Originally the brainchild of a Swiss window dresser, CowParade is a public art event, which since 1998 has been on display in Zurich, Chicago, New York, Kansas City, Houston and Sydney.
Funded by corporate sponsorships, the CowParade invites local artists to decorate cow sculptures for display in strategic public settings. Afterwards, these exhibits are auctioned for charity.
For the London show, CowParade decided to split the proceeds raised between the charities ChildLine and the Royal Agricultural Ben-evolent Institution (RABI).
To educate and build interest in the UK's largest ever public art showcase, to help secure sponsorship for each individual cow and to build the event profile to get the highest possible bids at auction.
Strategy and Plan
Six months in advance of the show, Edelman PR London began targeting the trade media to help build awareness among potential sponsors.

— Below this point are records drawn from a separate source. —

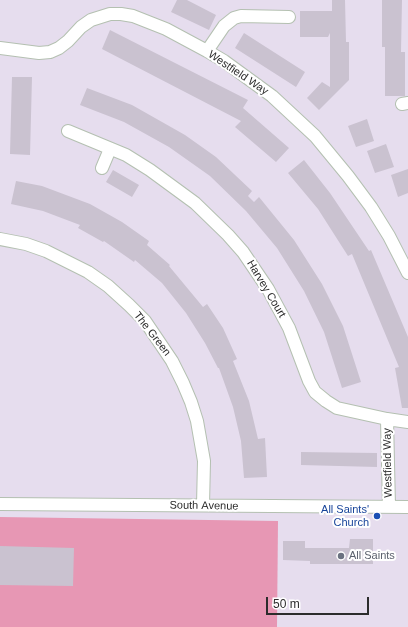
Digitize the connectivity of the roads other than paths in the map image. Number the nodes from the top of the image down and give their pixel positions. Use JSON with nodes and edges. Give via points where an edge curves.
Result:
{"nodes":[{"id":1,"x":288,"y":17,"type":"dead end"},
{"id":2,"x":0,"y":48,"type":"edge"},
{"id":3,"x":208,"y":51,"type":"junction"},
{"id":4,"x":68,"y":131,"type":"dead end"},
{"id":5,"x":110,"y":149,"type":"junction"},
{"id":6,"x":102,"y":168,"type":"dead end"},
{"id":7,"x":0,"y":239,"type":"edge"},
{"id":8,"x":408,"y":271,"type":"edge"},
{"id":9,"x":388,"y":419,"type":"junction"},
{"id":10,"x":408,"y":422,"type":"edge"},
{"id":11,"x":0,"y":504,"type":"edge"},
{"id":12,"x":203,"y":506,"type":"junction"},
{"id":13,"x":389,"y":507,"type":"junction"},
{"id":14,"x":408,"y":507,"type":"edge"}],
"edges":[{"from":1,"to":3,"type":"street","via":[[234,18],[224,26]]},
{"from":2,"to":3,"type":"street","name":"Westfield Way","via":[[50,52],[68,41],[91,20],[110,14],[121,14],[166,29]]},
{"from":3,"to":8,"type":"street","name":"Westfield Way","via":[[272,96],[315,136],[371,207]]},
{"from":4,"to":5,"type":"street","name":"Harvey Court"},
{"from":5,"to":6,"type":"street"},
{"from":5,"to":9,"type":"street","name":"Harvey Court","via":[[126,155],[172,185],[213,219],[243,252],[279,308],[315,392],[337,408]]},
{"from":7,"to":12,"type":"street","name":"The Green","via":[[46,251],[88,272],[108,286],[145,321],[172,361],[197,421],[204,462]]},
{"from":9,"to":10,"type":"street","name":"Harvey Court"},
{"from":9,"to":13,"type":"street","name":"Westfield Way"},
{"from":11,"to":12,"type":"street","name":"South Avenue"},
{"from":12,"to":13,"type":"street","name":"South Avenue"},
{"from":13,"to":14,"type":"street","name":"South Avenue"}]}
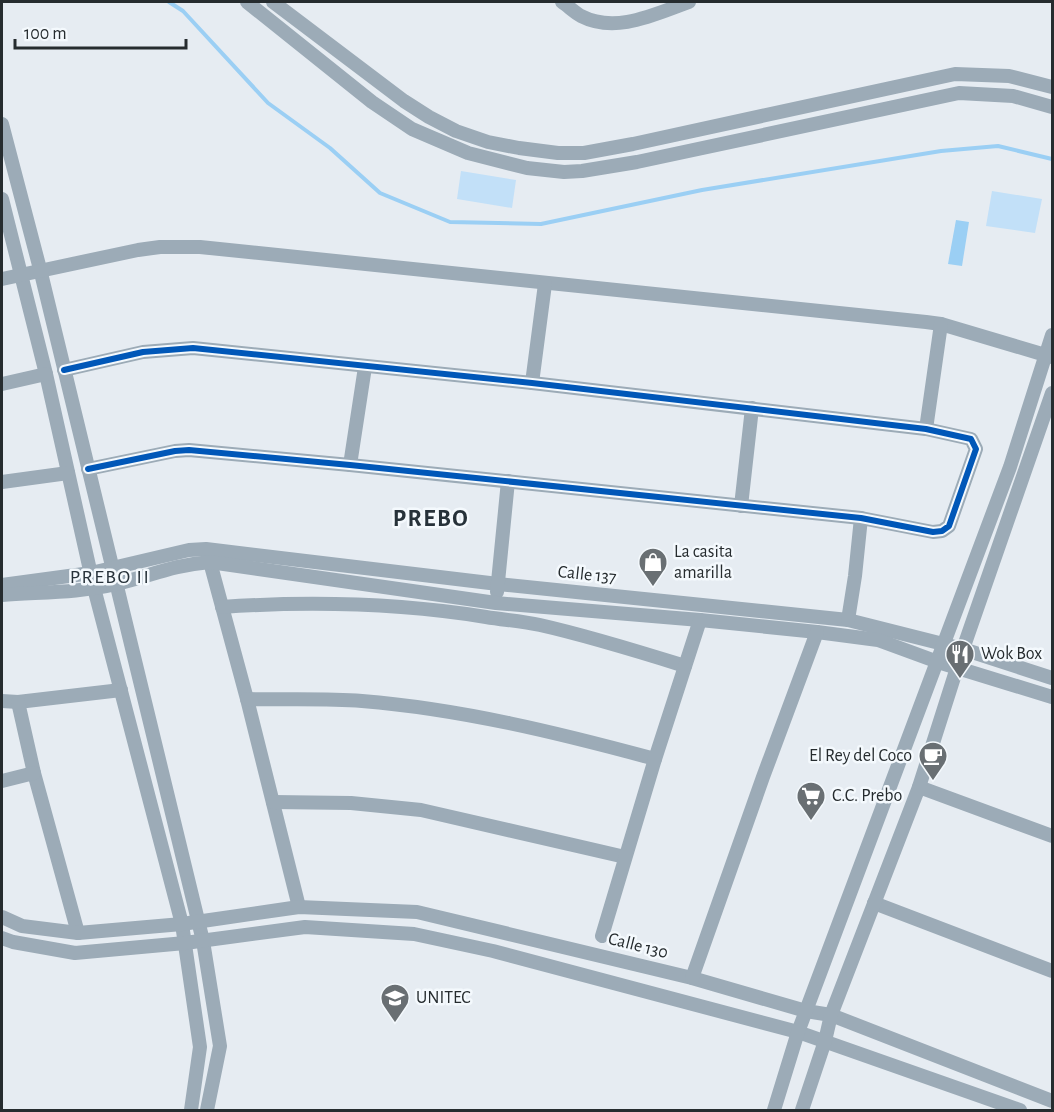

This was boosted by one-off photo opportunities, including a visit by CowParade president Jerry Elbaum and former sports minister Tony Banks to a local school, and a 'The cows are coming' event at the Royal Albert Hall.
To launch CowParade London to both the consumer and news media, in April the PR team held an informal drinks party at Soho House, where journalists viewed pictures of different cows, past and present.
On 17 June, the show was officially launched with a photocall in Trafalgar Square, featuring 25 of the cows supposedly marching on London.
The cows were then sited in locations varying from tube stations and the windows of Liberty in Regent Street, to College Green outside the Palace of Westminster. Each individual cow needed planning permission and this was organised by event management firm Zebra.
Measurement and Evaluation
The press launch was attended by media ranging from specialist titles, such as Art Quarterly and Conde Nast Traveller, to Elle, Marie-Claire, Red and The Sunday Times. Broadcasters present included Channel 5's Open House and BBC's Blue Peter.
The official launch attracted The Times, The Guardian, the Daily Mirror, the Daily Express, The Evening Standard and The International Herald Tribune.
The event was featured on BBC London News over several days.
The cows received a mixed response, but in general public opinion was positive. One hundred and fifty cows gained corporate sponsorship, from firms including PricewaterhouseCoopers, Innocent Dri-nks and British Midland.
On 10 October, 60 of the cows were auctioned, raising £358,000, while an online auction is still ongoing and a further auction for RABI will be held on 24 November.